--- START ---
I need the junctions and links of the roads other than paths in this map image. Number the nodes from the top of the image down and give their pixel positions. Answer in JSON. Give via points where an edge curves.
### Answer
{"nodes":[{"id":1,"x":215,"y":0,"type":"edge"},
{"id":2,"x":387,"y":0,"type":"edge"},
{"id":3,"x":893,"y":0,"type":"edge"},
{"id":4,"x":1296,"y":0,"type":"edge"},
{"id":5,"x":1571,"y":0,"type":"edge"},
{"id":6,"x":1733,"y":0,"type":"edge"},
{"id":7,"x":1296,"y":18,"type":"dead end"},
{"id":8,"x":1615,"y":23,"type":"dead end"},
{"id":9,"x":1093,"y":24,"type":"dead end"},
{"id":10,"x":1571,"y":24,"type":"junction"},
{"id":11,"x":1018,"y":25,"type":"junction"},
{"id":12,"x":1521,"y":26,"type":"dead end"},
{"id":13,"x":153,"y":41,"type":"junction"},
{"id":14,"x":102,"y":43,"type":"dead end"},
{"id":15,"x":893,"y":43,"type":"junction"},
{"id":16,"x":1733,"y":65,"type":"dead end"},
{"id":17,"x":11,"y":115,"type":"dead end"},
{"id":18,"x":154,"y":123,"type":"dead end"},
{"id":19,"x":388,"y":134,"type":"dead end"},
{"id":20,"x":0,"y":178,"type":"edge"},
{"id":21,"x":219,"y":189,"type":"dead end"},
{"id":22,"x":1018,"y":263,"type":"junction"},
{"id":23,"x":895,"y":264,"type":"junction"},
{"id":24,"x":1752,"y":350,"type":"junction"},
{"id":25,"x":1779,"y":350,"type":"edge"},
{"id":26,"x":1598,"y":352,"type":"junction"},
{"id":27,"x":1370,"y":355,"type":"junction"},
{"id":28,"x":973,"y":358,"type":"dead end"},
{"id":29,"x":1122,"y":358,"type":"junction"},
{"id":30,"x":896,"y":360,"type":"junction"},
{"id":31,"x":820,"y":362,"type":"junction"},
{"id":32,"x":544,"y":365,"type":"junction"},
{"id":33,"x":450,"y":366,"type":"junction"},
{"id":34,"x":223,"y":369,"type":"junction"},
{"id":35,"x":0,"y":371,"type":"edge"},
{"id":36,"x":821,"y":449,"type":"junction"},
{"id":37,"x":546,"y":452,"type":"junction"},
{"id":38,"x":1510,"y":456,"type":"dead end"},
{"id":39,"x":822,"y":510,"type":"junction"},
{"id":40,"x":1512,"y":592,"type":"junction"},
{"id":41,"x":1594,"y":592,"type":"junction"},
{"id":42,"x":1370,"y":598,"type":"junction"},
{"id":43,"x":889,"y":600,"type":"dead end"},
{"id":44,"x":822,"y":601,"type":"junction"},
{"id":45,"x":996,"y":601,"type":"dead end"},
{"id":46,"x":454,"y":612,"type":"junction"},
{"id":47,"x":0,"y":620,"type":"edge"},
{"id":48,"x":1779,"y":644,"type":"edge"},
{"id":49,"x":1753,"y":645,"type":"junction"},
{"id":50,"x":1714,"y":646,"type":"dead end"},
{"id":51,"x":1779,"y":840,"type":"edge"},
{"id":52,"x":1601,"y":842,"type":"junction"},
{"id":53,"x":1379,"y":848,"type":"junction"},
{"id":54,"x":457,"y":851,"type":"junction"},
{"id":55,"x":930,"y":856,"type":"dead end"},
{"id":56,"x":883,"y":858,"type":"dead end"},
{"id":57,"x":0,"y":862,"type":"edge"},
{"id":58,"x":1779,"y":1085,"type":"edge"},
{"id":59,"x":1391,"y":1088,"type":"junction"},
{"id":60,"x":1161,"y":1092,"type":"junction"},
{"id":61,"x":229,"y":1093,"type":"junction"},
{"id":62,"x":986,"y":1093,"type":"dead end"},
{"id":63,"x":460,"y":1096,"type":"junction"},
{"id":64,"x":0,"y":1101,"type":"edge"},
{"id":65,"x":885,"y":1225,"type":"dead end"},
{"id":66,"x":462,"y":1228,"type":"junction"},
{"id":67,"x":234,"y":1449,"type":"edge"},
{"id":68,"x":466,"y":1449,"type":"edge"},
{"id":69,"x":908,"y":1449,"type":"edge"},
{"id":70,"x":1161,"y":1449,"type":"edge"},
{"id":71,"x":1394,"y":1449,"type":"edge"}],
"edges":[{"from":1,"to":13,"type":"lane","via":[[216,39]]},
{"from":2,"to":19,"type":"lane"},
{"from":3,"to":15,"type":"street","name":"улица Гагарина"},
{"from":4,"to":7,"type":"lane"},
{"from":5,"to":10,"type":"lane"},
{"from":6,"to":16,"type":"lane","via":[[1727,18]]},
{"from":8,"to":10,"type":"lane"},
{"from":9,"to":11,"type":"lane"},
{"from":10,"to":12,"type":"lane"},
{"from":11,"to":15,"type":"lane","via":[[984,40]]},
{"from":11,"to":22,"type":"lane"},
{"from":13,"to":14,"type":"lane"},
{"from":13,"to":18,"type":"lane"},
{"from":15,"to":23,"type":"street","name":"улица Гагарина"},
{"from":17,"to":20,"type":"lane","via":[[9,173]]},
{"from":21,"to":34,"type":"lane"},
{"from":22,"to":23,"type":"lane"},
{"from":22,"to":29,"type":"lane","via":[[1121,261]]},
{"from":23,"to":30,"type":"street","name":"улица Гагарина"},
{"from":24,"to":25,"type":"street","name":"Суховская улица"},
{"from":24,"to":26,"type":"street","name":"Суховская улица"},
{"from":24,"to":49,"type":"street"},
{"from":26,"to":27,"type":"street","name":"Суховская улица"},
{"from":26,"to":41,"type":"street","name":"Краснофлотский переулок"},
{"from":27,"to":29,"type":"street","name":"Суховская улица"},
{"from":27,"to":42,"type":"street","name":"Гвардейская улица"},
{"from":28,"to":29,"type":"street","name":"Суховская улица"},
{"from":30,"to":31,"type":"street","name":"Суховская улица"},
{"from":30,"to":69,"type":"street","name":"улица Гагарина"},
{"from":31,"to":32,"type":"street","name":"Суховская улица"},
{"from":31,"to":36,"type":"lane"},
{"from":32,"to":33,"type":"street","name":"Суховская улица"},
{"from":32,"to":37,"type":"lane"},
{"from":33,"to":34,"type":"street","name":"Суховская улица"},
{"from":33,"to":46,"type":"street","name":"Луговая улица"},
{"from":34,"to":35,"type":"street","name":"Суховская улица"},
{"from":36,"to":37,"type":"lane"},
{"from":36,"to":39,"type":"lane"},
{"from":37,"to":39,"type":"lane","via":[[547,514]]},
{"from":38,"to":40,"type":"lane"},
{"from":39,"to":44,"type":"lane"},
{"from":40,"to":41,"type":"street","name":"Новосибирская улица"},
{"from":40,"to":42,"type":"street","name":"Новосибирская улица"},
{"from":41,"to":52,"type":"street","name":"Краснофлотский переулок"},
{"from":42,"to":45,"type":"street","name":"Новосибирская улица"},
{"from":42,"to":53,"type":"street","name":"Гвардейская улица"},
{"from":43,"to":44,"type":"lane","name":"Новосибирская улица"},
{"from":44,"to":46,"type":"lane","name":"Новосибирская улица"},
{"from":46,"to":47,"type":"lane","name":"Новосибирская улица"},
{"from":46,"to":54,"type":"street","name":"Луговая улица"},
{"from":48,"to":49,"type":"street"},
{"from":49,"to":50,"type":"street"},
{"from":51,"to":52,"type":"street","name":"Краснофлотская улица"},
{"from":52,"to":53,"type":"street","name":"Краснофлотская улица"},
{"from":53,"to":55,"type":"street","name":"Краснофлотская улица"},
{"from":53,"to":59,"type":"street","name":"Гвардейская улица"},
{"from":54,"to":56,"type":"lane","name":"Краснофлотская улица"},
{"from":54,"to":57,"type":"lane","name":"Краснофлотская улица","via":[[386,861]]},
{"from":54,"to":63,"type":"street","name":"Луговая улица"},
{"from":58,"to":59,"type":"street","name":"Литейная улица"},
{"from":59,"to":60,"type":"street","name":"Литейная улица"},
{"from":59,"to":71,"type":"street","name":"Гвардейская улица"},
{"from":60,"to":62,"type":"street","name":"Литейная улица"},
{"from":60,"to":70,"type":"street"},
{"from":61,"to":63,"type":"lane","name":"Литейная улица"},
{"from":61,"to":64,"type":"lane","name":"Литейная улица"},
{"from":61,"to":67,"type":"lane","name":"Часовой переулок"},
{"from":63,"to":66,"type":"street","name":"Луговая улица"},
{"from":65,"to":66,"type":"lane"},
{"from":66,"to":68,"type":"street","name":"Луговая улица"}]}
--- END ---
Show each line in the entries that holds the string "переулок".

{"from":26,"to":41,"type":"street","name":"Краснофлотский переулок"},
{"from":41,"to":52,"type":"street","name":"Краснофлотский переулок"},
{"from":61,"to":67,"type":"lane","name":"Часовой переулок"},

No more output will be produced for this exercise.